This exercise needs the complete data reproduced exactly.

::::::

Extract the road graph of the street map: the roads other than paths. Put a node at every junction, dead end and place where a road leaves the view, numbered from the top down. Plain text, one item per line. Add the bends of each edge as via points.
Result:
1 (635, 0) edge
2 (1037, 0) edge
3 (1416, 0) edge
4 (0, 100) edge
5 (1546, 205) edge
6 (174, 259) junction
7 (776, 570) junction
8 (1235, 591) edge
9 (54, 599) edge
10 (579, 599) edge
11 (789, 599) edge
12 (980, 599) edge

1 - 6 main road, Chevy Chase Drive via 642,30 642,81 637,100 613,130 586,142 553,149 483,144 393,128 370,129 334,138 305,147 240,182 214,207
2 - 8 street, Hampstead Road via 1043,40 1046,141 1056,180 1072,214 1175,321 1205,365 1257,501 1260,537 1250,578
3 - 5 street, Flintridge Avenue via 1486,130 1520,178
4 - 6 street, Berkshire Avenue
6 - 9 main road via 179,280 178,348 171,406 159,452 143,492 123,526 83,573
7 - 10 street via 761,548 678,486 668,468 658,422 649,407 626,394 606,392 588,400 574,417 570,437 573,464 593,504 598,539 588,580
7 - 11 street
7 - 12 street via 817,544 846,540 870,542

::::::

* **Exercise solution**
Extract the road graph of the street map: the roads other than paths. Put a node at every junction, dead end and place where a road leaves the view, numbered from the top down. Plain text, one item per line. Add the bends of each edge as via points.
Result:
1 (635, 0) edge
2 (1037, 0) edge
3 (1416, 0) edge
4 (0, 100) edge
5 (1546, 205) edge
6 (174, 259) junction
7 (776, 570) junction
8 (1235, 591) edge
9 (54, 599) edge
10 (579, 599) edge
11 (789, 599) edge
12 (980, 599) edge

1 - 6 main road, Chevy Chase Drive via 642,30 642,81 637,100 613,130 586,142 553,149 483,144 393,128 370,129 334,138 305,147 240,182 214,207
2 - 8 street, Hampstead Road via 1043,40 1046,141 1056,180 1072,214 1175,321 1205,365 1257,501 1260,537 1250,578
3 - 5 street, Flintridge Avenue via 1486,130 1520,178
4 - 6 street, Berkshire Avenue
6 - 9 main road via 179,280 178,348 171,406 159,452 143,492 123,526 83,573
7 - 10 street via 761,548 678,486 668,468 658,422 649,407 626,394 606,392 588,400 574,417 570,437 573,464 593,504 598,539 588,580
7 - 11 street
7 - 12 street via 817,544 846,540 870,542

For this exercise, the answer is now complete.